キラリ

泣く子はいねぇがのキラリのレビュー・感想・評価

泣く子はいねぇが(2020年製作の映画)
4.4
“マージャンってさ、ひとつ拾えばひとつ捨てなきゃなんねぇ。全部拾えればいいんだけどな”

「決別」と「覚悟」。この2つがこの映画のメインテーマになっていると感じた。

とにかく脚本と演出そして俳優全員の演技が素晴らしい。一見ところどころ説明不足に感じる部分(たすく母の事故のシーン等)はあれど、俳優の目線や後ろ姿、醸し出す空気から感情や状況の緊迫感をしっかりと感じ取ることができる。むしろ説明不足どころか、1つ1つのセリフや俳優の一挙手一投足が必要不可欠なものに思えて、ワンシーンたりとも目が離せない。役者の演技力あってこそ成せる業だと思う。
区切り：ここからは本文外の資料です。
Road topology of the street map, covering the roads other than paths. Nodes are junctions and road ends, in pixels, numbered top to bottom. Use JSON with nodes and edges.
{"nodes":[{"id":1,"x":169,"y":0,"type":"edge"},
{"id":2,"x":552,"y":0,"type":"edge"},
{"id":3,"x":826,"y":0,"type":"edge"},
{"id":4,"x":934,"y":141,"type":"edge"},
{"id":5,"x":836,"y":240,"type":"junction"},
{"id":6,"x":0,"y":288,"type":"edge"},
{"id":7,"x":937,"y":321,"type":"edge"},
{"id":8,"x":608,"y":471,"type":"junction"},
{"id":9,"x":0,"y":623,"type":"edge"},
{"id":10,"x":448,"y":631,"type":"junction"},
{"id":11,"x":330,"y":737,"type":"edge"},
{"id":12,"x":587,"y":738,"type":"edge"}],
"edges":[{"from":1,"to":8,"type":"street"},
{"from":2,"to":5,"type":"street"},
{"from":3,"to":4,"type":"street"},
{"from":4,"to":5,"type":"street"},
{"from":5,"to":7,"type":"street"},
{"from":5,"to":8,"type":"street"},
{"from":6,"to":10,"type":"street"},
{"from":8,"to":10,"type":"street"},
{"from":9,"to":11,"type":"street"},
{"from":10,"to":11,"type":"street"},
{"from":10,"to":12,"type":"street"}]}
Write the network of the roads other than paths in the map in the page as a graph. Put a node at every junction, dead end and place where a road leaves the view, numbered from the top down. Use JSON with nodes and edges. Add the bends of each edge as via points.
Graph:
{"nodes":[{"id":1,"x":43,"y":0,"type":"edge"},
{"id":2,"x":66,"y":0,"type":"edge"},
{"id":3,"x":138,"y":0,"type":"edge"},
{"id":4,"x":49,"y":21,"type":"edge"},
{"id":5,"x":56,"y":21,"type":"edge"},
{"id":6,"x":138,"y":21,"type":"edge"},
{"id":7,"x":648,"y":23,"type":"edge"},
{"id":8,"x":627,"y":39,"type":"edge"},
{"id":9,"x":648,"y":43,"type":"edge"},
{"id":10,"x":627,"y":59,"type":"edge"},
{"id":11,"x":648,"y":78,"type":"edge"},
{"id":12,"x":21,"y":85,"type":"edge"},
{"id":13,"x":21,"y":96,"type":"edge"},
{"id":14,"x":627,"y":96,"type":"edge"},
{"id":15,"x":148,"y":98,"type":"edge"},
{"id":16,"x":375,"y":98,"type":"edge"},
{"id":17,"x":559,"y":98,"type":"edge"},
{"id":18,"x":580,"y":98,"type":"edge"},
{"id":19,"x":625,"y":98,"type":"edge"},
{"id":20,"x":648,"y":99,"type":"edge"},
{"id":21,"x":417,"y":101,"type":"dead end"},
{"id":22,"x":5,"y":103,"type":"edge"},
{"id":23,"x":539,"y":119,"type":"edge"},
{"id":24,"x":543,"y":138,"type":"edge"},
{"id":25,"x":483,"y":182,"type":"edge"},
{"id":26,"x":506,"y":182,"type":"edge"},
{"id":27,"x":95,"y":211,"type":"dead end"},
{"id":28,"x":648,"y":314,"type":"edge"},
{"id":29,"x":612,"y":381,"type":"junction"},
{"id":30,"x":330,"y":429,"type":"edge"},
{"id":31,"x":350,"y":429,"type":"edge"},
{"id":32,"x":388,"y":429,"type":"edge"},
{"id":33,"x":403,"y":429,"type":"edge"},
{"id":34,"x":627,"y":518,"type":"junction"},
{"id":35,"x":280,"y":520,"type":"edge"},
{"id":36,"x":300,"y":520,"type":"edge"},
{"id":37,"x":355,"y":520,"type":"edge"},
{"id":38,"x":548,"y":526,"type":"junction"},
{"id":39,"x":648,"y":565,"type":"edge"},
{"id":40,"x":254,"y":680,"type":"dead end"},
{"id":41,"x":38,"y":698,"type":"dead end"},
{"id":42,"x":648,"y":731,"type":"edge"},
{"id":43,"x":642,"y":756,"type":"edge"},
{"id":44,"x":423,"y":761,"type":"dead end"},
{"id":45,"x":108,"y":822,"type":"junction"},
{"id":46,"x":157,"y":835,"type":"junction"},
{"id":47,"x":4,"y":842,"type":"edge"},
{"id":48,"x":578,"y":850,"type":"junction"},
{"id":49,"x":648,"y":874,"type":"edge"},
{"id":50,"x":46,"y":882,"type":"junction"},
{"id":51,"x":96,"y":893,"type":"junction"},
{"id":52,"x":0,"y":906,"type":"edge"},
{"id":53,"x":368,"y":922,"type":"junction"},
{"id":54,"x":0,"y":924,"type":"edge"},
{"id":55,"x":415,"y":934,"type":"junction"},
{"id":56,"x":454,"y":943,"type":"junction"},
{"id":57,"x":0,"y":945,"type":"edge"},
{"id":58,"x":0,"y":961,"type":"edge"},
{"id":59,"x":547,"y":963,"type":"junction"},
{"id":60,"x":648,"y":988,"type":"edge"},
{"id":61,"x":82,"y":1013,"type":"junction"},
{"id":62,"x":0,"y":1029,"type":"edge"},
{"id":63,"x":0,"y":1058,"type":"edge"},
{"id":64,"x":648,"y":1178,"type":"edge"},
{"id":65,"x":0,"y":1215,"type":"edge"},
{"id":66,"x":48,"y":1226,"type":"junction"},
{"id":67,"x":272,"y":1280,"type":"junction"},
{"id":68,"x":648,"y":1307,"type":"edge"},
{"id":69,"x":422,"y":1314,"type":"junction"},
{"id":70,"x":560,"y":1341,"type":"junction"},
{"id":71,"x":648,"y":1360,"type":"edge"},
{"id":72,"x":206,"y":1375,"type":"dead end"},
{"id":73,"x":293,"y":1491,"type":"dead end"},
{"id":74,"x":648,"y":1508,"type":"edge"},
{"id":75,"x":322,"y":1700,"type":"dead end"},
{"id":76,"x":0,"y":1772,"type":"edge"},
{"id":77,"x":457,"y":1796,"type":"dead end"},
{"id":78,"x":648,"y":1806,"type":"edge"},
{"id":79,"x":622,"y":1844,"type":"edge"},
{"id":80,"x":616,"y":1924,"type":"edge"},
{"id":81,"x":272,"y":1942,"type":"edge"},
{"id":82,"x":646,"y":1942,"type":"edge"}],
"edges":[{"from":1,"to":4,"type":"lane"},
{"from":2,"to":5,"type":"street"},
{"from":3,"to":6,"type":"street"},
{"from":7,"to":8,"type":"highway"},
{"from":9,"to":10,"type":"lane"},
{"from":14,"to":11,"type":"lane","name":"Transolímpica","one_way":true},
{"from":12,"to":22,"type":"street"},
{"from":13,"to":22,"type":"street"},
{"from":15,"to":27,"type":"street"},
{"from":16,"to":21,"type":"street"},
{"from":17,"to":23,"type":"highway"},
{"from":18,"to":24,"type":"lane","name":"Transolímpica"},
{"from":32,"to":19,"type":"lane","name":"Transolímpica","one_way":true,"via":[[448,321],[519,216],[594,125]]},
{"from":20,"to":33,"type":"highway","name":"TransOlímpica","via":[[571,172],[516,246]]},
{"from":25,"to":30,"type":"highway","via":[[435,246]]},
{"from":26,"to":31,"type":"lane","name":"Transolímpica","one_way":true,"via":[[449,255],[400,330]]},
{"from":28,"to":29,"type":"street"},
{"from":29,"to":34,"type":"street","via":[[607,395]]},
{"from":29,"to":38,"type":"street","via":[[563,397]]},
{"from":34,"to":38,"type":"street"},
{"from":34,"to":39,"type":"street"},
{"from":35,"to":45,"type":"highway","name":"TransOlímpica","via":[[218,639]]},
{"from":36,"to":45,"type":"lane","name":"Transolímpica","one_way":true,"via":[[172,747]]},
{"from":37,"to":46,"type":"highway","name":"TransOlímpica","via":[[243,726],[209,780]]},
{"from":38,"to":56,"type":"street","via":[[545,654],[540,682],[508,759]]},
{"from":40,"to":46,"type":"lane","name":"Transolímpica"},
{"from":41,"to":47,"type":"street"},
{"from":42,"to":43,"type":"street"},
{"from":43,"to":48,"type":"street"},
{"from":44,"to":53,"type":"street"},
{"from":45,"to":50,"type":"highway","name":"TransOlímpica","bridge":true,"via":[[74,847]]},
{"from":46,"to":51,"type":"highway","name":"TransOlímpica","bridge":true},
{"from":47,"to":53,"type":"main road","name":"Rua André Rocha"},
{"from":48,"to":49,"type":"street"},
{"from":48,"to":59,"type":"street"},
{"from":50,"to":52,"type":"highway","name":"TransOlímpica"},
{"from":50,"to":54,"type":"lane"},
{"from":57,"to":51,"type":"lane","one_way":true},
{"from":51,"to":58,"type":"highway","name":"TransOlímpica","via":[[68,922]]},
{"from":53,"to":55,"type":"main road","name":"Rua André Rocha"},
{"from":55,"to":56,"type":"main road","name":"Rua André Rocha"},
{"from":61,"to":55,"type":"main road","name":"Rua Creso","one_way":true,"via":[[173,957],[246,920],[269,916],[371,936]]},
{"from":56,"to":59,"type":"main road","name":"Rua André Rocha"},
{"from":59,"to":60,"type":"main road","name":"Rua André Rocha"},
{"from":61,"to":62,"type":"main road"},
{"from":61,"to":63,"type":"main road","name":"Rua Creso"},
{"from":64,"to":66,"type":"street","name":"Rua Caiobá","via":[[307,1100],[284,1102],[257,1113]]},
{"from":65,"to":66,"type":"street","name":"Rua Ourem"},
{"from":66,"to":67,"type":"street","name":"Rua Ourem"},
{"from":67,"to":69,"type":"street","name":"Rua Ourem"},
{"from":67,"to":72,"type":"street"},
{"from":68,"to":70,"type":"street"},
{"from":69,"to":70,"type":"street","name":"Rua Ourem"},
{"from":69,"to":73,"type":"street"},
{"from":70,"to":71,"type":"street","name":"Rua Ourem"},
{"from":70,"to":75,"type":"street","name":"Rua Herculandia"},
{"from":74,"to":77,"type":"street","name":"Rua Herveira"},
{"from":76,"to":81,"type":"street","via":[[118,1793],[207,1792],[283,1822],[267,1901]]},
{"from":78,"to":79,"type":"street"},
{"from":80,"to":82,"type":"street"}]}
特に、吉岡里帆がよかった。こんな吉岡里帆の演技が見てみたかったと思うほど全身全霊で役と向き合い、ことねを演じきっていた。どうしようもない夫を前にした時の冷淡さ・諦め・やるせなさ・疲弊感がひしひしと伝わってくる。また、ことねがたすくの母とパチンコ店で偶然再会し会話する場面のやさぐれた感じと物寂しさも見事だった。

佐藤快磨監督の作品を観たのは今回が初めてだったが、今後の作品が非常に待ち遠しくなる監督である。